It shall flash through coming ages,
It shall light the distant years;
And eyes now dim with sorrow
Shall be brighter through their tears.
While Mrs. Harper was still prominently before the public appeared Albery A. Whitman, a Methodist minister, whose "Not a Man and Yet a Man" appeared in 1877. The work of this writer is the most baffling with which this book has to deal. It is diffuse, exhibits many lapses in taste, is uneven metrically, as if done in haste, and shows imitation on every hand. It imitates Whittier, Longfellow, Tennyson, Scott, Byron and Moore. "The Old Sac Village" and "Nanawawa's Suitors" are very evidently "Hiawatha" over again; and "Custer's Last Ride" is simply another version of "The Charge of the Light Brigade." "The Rape of Florida" exhibits the same general characteristics as the earlier poems. And yet, whenever one has about decided that Whitman is not worthy of consideration, he insists on a revision of judgment. The fact is that he shows a decided faculty for brisk narration. This may be seen in "The House of the Aylors." He has, moreover, a romantic lavishness of description that, in spite of all technical faults, still has some degree of merit. The following quotations, taken respectively from "The Mowers" and "The Flight of Leeona," will exemplify both his extravagance and his possibilities in description:
The tall forests swim in a crimson sea,
Out of whose bright depths rising silently,
Great golden spires shoot into the skies,
Among the isles of cloudland high, that rise,
Float, scatter, burst, drift off, and slowly fade,
Deep in the twilight, shade succeeding shade.
* * * * *
And now she turns upon a mossy seat,
Where sings a fern-bound stream beneath her feet,
And breathes the orange in the swooning air;
Where in her queenly pride the rose blooms fair,
And sweet geranium waves her scented hair;
There, gazing in the bright face of the stream,
Her thoughts swim onward in a gentle dream.
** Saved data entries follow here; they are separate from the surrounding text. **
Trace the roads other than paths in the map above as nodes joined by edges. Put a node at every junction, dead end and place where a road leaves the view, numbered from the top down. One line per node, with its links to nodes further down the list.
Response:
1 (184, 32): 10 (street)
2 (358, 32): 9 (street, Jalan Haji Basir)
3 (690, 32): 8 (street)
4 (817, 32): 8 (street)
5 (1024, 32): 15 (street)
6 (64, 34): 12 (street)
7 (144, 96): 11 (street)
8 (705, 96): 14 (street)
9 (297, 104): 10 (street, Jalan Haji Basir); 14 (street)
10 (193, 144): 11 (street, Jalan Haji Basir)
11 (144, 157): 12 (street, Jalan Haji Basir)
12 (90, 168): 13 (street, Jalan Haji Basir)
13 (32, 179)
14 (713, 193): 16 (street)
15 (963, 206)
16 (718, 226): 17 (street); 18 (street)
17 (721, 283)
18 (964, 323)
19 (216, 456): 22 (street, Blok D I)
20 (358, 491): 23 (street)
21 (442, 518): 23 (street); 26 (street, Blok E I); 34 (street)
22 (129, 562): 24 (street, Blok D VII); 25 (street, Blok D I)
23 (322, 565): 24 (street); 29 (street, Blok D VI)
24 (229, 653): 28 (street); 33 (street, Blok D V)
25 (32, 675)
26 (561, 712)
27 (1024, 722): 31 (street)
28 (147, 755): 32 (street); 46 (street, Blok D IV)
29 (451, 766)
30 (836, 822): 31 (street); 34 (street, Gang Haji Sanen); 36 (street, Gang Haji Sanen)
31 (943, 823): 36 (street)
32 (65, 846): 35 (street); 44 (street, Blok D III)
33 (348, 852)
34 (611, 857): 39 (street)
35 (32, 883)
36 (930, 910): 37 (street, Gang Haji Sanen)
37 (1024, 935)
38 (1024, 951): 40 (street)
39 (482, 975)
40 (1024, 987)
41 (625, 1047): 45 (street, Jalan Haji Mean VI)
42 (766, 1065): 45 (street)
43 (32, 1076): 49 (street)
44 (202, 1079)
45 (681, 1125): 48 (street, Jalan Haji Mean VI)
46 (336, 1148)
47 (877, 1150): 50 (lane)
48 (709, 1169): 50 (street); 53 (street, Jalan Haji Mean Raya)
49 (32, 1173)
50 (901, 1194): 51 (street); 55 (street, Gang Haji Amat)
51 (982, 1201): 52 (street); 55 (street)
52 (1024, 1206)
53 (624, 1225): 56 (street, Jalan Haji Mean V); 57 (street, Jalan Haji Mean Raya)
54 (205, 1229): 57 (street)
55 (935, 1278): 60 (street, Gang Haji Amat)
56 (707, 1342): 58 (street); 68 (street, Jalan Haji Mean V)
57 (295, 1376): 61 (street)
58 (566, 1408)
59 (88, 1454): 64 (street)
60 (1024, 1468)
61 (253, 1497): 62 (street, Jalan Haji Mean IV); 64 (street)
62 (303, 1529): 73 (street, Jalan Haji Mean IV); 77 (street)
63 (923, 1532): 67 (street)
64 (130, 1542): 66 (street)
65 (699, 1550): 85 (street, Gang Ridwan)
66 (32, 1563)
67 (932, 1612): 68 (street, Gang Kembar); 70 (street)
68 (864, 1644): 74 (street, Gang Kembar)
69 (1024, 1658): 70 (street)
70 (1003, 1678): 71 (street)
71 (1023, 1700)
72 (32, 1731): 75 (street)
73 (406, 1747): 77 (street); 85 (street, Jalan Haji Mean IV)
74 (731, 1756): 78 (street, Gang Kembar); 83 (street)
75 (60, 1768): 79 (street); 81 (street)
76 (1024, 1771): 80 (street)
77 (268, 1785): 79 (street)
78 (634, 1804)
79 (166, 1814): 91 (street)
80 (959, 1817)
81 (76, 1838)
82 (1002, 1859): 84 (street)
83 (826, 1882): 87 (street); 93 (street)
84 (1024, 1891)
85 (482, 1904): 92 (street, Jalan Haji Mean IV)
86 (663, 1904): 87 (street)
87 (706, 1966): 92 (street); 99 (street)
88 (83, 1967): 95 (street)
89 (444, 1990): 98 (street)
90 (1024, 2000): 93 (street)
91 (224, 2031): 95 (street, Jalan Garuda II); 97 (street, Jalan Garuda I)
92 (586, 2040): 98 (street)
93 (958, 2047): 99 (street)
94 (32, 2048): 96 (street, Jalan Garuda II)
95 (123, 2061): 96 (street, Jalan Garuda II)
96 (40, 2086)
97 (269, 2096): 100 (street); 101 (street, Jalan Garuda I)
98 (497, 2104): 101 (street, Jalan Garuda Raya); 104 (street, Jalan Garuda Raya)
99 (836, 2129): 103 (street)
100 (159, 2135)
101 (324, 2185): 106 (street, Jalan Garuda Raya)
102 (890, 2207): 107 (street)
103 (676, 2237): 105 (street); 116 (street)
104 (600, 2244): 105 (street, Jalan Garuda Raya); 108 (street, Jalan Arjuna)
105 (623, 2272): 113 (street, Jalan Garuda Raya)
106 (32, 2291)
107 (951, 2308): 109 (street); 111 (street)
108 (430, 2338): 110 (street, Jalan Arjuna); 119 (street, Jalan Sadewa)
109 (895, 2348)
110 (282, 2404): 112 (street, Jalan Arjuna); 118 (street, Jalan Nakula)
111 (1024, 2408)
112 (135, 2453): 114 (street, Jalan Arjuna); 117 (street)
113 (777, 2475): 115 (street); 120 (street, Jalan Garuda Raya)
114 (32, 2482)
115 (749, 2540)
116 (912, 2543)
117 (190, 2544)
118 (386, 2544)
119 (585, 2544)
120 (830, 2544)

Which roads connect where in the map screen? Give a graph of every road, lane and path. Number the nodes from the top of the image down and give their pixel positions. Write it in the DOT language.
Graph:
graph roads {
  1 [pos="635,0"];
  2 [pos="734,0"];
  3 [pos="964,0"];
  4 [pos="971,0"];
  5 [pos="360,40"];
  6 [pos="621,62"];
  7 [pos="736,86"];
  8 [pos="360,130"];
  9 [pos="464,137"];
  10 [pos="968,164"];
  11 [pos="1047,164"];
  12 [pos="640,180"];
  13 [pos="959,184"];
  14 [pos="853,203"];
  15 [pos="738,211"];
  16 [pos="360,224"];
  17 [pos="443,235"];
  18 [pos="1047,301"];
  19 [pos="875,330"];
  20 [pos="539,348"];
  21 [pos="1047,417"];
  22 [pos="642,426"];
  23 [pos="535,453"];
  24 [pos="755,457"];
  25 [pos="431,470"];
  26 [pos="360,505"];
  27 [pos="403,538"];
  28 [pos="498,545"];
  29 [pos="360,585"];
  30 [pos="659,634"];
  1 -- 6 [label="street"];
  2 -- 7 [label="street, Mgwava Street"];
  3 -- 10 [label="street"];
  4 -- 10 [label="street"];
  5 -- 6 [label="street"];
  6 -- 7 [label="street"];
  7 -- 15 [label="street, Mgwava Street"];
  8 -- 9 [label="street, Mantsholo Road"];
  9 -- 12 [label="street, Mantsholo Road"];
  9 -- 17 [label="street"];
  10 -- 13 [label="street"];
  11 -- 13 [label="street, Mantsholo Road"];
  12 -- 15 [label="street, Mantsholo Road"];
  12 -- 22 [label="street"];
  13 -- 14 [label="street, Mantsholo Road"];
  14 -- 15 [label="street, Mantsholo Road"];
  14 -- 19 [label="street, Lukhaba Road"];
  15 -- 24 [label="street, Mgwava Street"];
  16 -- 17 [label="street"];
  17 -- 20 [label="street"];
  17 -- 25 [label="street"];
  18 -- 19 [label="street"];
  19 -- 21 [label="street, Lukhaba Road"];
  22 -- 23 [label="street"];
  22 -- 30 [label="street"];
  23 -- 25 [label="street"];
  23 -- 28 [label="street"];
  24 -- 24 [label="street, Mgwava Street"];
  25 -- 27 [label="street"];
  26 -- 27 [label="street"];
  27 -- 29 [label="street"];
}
In "A Dream of Glory" occur the lines:
The fairest blooms are born of humble weeds,
That faint and perish in the pathless wood;
And out of bitter life grow noble deeds
To pass unnoticed in the multitude.
Whitman's shortcomings become readily apparent when he attempts sustained work. "The Rape of Florida" is the longest poem yet written by a Negro in America, and also the only attempt by a member of the race to use the elaborate Spenserian stanza throughout a long piece of work. The story is concerned with the capture of the Seminoles in Florida through perfidy and the taking of them away to their new home in the West. It centers around three characters, Palmecho, an old chief, Ewald, his daughter, and Atlassa, a young Seminole who is Ewald's lover. The poem is decidedly diffuse; there is too much subjective description, too little strong characterization. Palmecho, instead of being a stout warrior, is a "chief of peace and kindly deeds." Stanzas of merit, however, occasionally strike the eye. The boat-song forces recognition as genuine poetry:
"Come now, my love, the moon is on the lake;
Upon the waters is my light canoe;
Come with me, love, and gladsome oars shall make
A music on the parting wave for you,—
Come o'er the waters deep and dark and blue;
Come where the lilies in the marge have sprung,
Come with me, love, for Oh, my love is true!"
This is the song that on the lake was sung,
The boatman sang it over when his heart was young.